[Limpkin], aka Hackaday alum [Mathieu Stephan], is at it again, converting an IKEA lamp into a visual wake-up light. He wants to build an alarm that can be remotely triggered, He’s basing this project around a combination of an ESP8266 that handles the communication and timing, and a pile of 10-watt RGB LEDs. However, he is having a problem: every time he initializes the PWM (pulse width modulation) signalling that will control the level of the LEDs, his ESP8266 dev board reboots. So, he’s offering an interesting bounty for the person who finds the issue: figure it out and he will send you the lamp. Well, the PCB and components, anyway: you’ll have to add your own IKEA lamp.

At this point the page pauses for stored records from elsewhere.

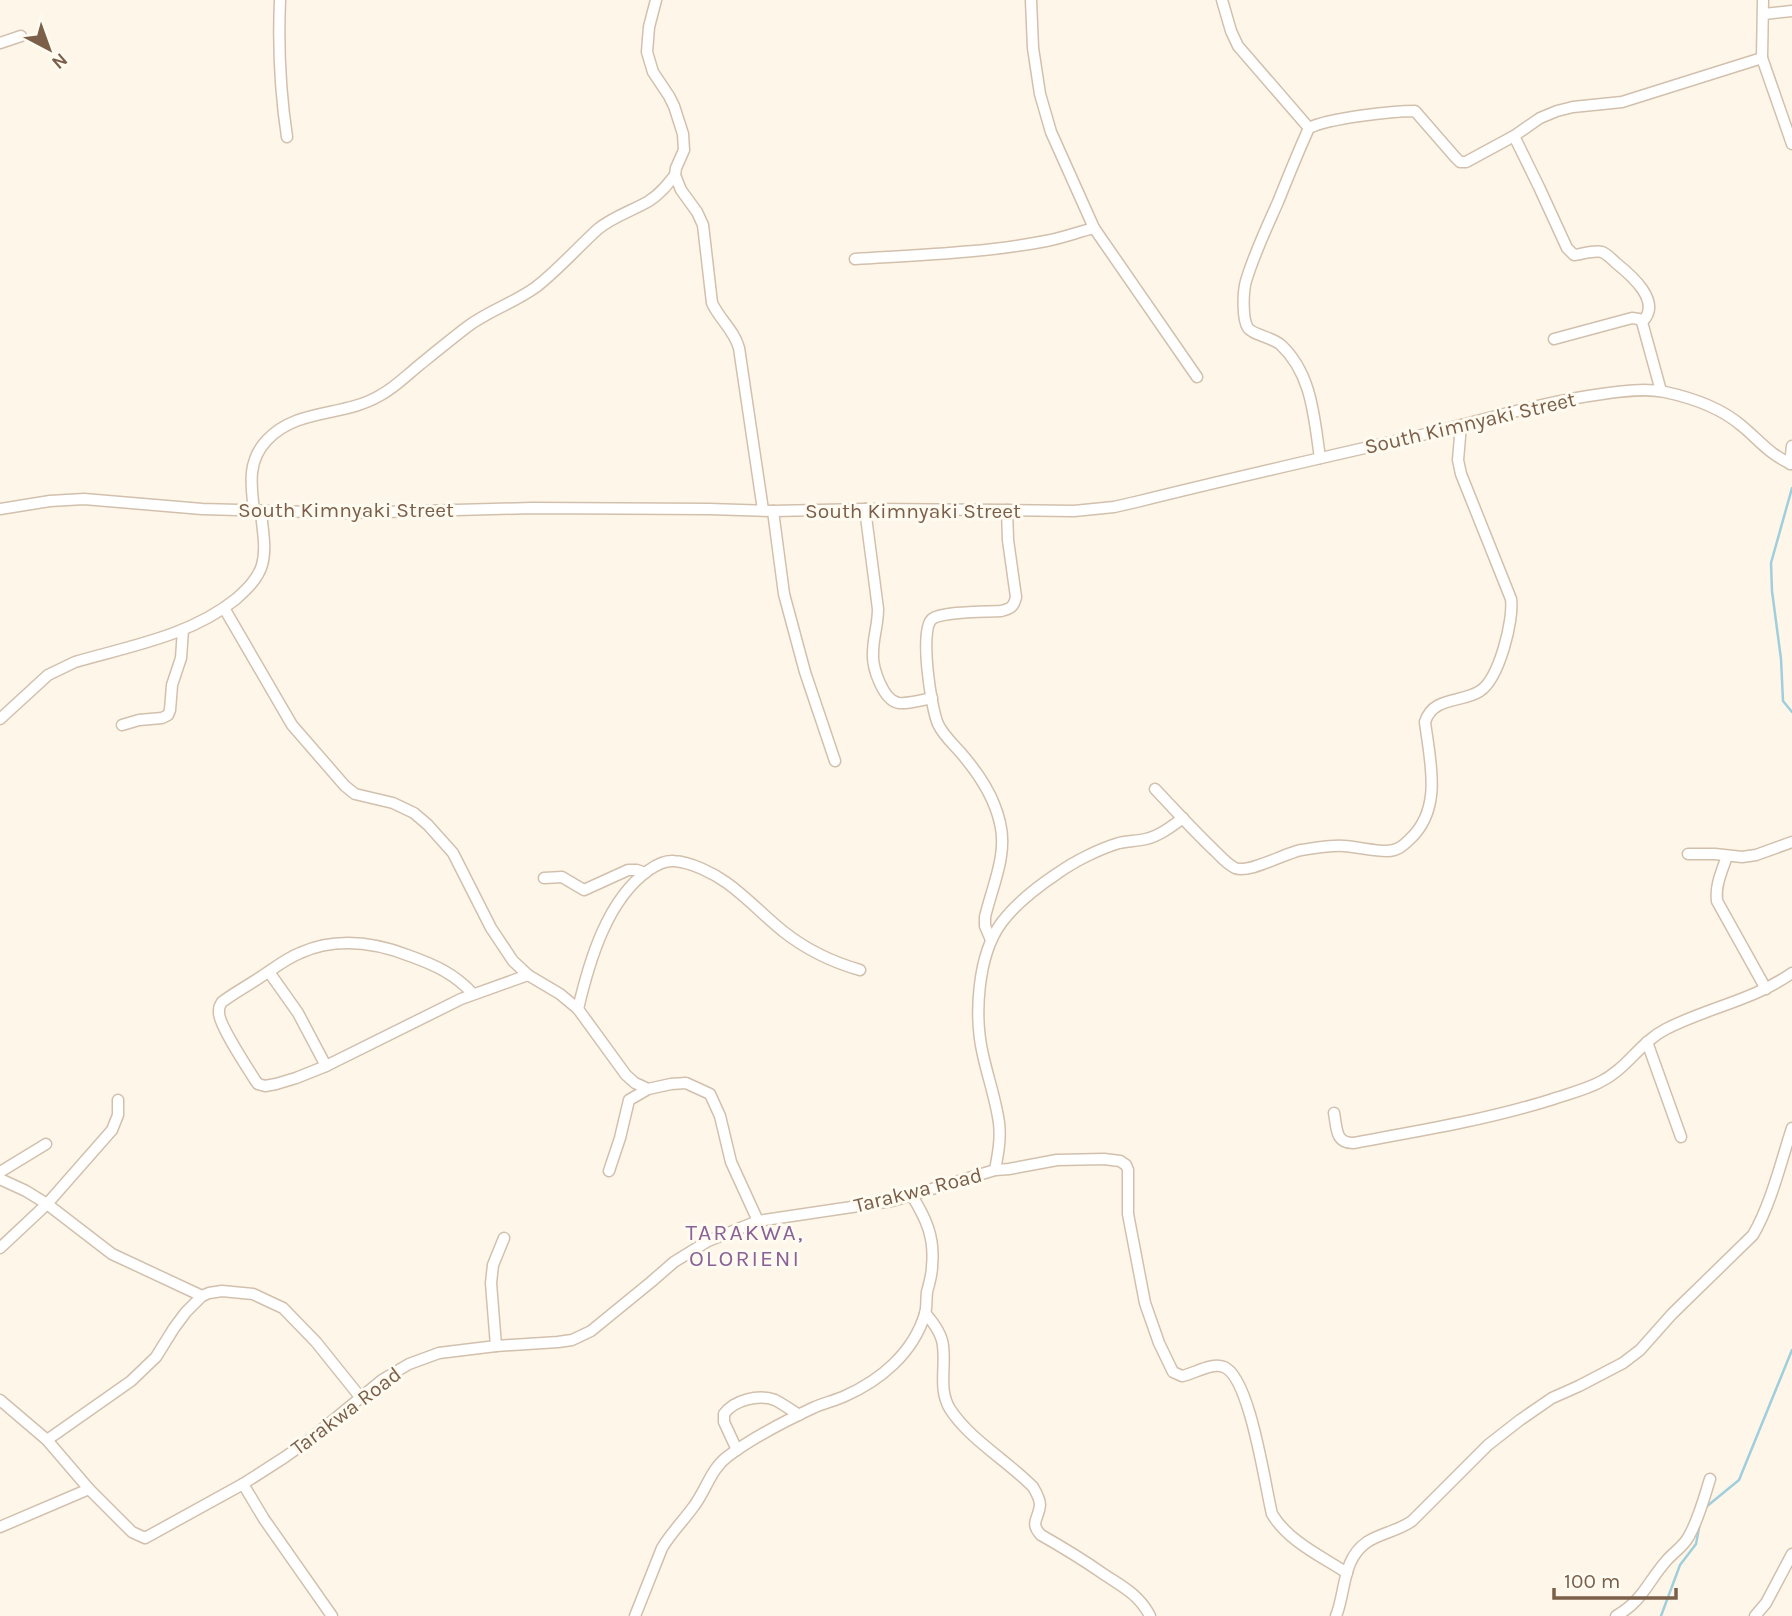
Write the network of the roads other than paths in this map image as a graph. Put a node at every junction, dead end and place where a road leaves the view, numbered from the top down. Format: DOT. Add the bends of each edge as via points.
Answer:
graph roads {
  1 [pos="280,0"];
  2 [pos="656,0"];
  3 [pos="1031,0"];
  4 [pos="1222,0"];
  5 [pos="1763,0"];
  6 [pos="1792,11"];
  7 [pos="1763,14"];
  8 [pos="21,36"];
  9 [pos="0,43"];
  10 [pos="1762,58"];
  11 [pos="1309,128"];
  12 [pos="1514,136"];
  13 [pos="287,137"];
  14 [pos="1792,144"];
  15 [pos="675,175"];
  16 [pos="1094,228"];
  17 [pos="855,259"];
  18 [pos="1642,322"];
  19 [pos="1554,339"];
  20 [pos="1198,377"];
  21 [pos="1661,391"];
  22 [pos="1461,425"];
  23 [pos="1792,446"];
  24 [pos="1320,457"];
  25 [pos="1791,464"];
  26 [pos="0,509"];
  27 [pos="865,509"];
  28 [pos="1007,510"];
  29 [pos="257,511"];
  30 [pos="768,511"];
  31 [pos="225,608"];
  32 [pos="183,630"];
  33 [pos="932,698"];
  34 [pos="0,719"];
  35 [pos="122,725"];
  36 [pos="835,761"];
  37 [pos="1155,789"];
  38 [pos="1182,818"];
  39 [pos="1792,842"];
  40 [pos="1688,854"];
  41 [pos="1727,856"];
  42 [pos="645,873"];
  43 [pos="544,878"];
  44 [pos="991,940"];
  45 [pos="860,970"];
  46 [pos="269,972"];
  47 [pos="1792,973"];
  48 [pos="528,975"];
  49 [pos="1766,989"];
  50 [pos="473,994"];
  51 [pos="578,1009"];
  52 [pos="1647,1042"];
  53 [pos="326,1066"];
  54 [pos="648,1089"];
  55 [pos="118,1100"];
  56 [pos="1334,1113"];
  57 [pos="1792,1128"];
  58 [pos="1681,1137"];
  59 [pos="46,1144"];
  60 [pos="995,1170"];
  61 [pos="609,1171"];
  62 [pos="0,1172"];
  63 [pos="0,1179"];
  64 [pos="912,1196"];
  65 [pos="47,1204"];
  66 [pos="758,1221"];
  67 [pos="504,1238"];
  68 [pos="0,1248"];
  69 [pos="202,1296"];
  70 [pos="925,1313"];
  71 [pos="496,1346"];
  72 [pos="361,1398"];
  73 [pos="0,1400"];
  74 [pos="799,1415"];
  75 [pos="47,1440"];
  76 [pos="737,1450"];
  77 [pos="1710,1479"];
  78 [pos="243,1484"];
  79 [pos="89,1489"];
  80 [pos="0,1527"];
  81 [pos="1792,1554"];
  82 [pos="1347,1573"];
  83 [pos="332,1616"];
  84 [pos="635,1616"];
  85 [pos="1150,1616"];
  86 [pos="1336,1616"];
  87 [pos="1616,1616"];
  88 [pos="1755,1616"];
  1 -- 13 [label="street" via="281,100"];
  2 -- 15 [label="street" via="647,52 683,134 684,150"];
  3 -- 16 [label="street" via="1040,94 1051,132"];
  4 -- 11 [label="street" via="1238,46"];
  5 -- 7 [label="street"];
  6 -- 7 [label="street"];
  7 -- 10 [label="street"];
  8 -- 9 [label="street"];
  10 -- 12 [label="street" via="1622,102 1556,111"];
  10 -- 14 [label="street"];
  11 -- 12 [label="street" via="1415,111 1460,162"];
  11 -- 24 [label="street" via="1257,250 1245,283 1244,302 1248,328 1277,342 1299,366 1308,387"];
  12 -- 18 [label="street" via="1569,252 1602,252 1624,269 1647,297 1648,312"];
  15 -- 29 [label="street" via="650,201 615,217 536,287 471,324 390,390 278,430 261,446 251,470"];
  15 -- 30 [label="street" via="703,225 712,303 740,348"];
  16 -- 17 [label="street" via="1011,246"];
  16 -- 20 [label="street"];
  18 -- 19 [label="street" via="1632,318"];
  18 -- 21 [label="street"];
  21 -- 22 [label="street, South Kimnyaki Street" via="1569,398"];
  21 -- 25 [label="street, South Kimnyaki Street" via="1714,407"];
  22 -- 24 [label="street, South Kimnyaki Street"];
  22 -- 38 [label="street" via="1461,474 1513,610 1490,682 1476,694 1439,704 1427,715 1432,799 1414,835 1390,851 1318,847 1239,870"];
  23 -- 25 [label="street"];
  24 -- 28 [label="street, South Kimnyaki Street" via="1114,507 1073,512"];
  26 -- 29 [label="street, South Kimnyaki Street" via="83,499"];
  27 -- 28 [label="street, South Kimnyaki Street"];
  27 -- 30 [label="street, South Kimnyaki Street"];
  27 -- 33 [label="street" via="878,609 873,653 876,670 886,695 897,703"];
  28 -- 33 [label="street" via="1015,603 1001,611 944,614 933,619 925,639"];
  29 -- 30 [label="street, South Kimnyaki Street"];
  29 -- 31 [label="street" via="264,549 262,566 256,579"];
  30 -- 36 [label="street" via="784,594"];
  31 -- 32 [label="street"];
  31 -- 48 [label="street" via="292,725 355,794 414,813 441,838 500,943"];
  32 -- 34 [label="street" via="59,668"];
  32 -- 35 [label="street" via="168,715"];
  33 -- 44 [label="street" via="938,724 977,772 1001,824 1002,851 985,917"];
  37 -- 38 [label="street"];
  38 -- 44 [label="street" via="1157,835 1104,848 1060,871 1014,907"];
  39 -- 41 [label="street" via="1756,855"];
  40 -- 41 [label="street"];
  41 -- 49 [label="street" via="1717,901"];
  42 -- 43 [label="street" via="628,870 584,890 562,877"];
  42 -- 45 [label="street" via="673,861 704,870 815,952"];
  42 -- 51 [label="street" via="613,909 588,968"];
  44 -- 60 [label="street" via="979,992 978,1021 999,1121"];
  46 -- 50 [label="street" via="319,947 361,943 440,968"];
  46 -- 53 [label="street" via="298,1013"];
  46 -- 53 [label="street" via="219,1008 223,1027 255,1080 265,1086 276,1084"];
  47 -- 49 [label="street"];
  48 -- 50 [label="street"];
  48 -- 51 [label="street"];
  49 -- 52 [label="street" via="1666,1029"];
  50 -- 53 [label="street"];
  51 -- 54 [label="street" via="626,1074"];
  52 -- 56 [label="street" via="1622,1069 1600,1082 1464,1123 1345,1143 1338,1135"];
  52 -- 58 [label="street"];
  54 -- 61 [label="street" via="629,1100"];
  54 -- 66 [label="street" via="686,1083 710,1094 731,1162"];
  55 -- 65 [label="street" via="112,1130"];
  57 -- 82 [label="street" via="1753,1235 1640,1350 1520,1420 1488,1445 1412,1521 1360,1548"];
  59 -- 62 [label="street"];
  60 -- 64 [label="street, Tarakwa Road"];
  60 -- 82 [label="street, Tarakwa Road" via="1058,1160 1120,1161 1126,1165 1130,1231 1145,1303 1173,1372 1182,1376 1218,1366 1231,1372 1247,1403 1272,1514 1283,1529"];
  63 -- 65 [label="street"];
  64 -- 66 [label="street, Tarakwa Road"];
  64 -- 70 [label="street" via="928,1223 932,1249"];
  65 -- 68 [label="street"];
  65 -- 69 [label="street" via="112,1254"];
  66 -- 71 [label="street, Tarakwa Road" via="688,1252 583,1335 558,1342"];
  67 -- 71 [label="street" via="491,1283"];
  69 -- 72 [label="street" via="222,1291 253,1294 283,1308"];
  69 -- 75 [label="street" via="147,1367"];
  70 -- 74 [label="street" via="913,1340 879,1378"];
  70 -- 85 [label="street" via="943,1345 944,1395 950,1409 1033,1487 1040,1505 1037,1530 1128,1589"];
  71 -- 72 [label="street, Tarakwa Road" via="439,1353 409,1364"];
  72 -- 78 [label="street, Tarakwa Road"];
  73 -- 75 [label="street, Tarakwa Road"];
  74 -- 76 [label="street"];
  74 -- 76 [label="street" via="764,1398 732,1405 724,1422"];
  75 -- 79 [label="street, Tarakwa Road"];
  76 -- 84 [label="street" via="718,1465 696,1504 667,1539"];
  77 -- 87 [label="street" via="1687,1540 1633,1605"];
  78 -- 79 [label="street, Tarakwa Road" via="145,1538 132,1532"];
  78 -- 83 [label="street"];
  79 -- 80 [label="street"];
  81 -- 88 [label="street"];
  82 -- 86 [label="street"];
}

It’s an interesting approach to debugging a hardware problem, so feel free to take a look. The full hardware and software details are on his GitHub repository.
61 thoughts on “Debug An IKEA Lamp Hack, Win A Lamp Controller”
Leave a Reply
Please be kind and respectful to help make the comments section excellent. (Comment Policy)
I bet there’s something wrong with his code.
Or the hardware somewhere.
Or the wiring.
Anyway, I’m sure it’s one of those things.
:-)
If not, I bet there’s some grammar that’s wrong.
Most issues are power supply related with this SOC, been documented on http://www.esp8266.com a million times, other than that GPIO0,2,15 really need proper pullups or downs and the reset line needs to be firmly pulled up.
This was my first guess…. If you look at my other comments you will see that it isn’t the case.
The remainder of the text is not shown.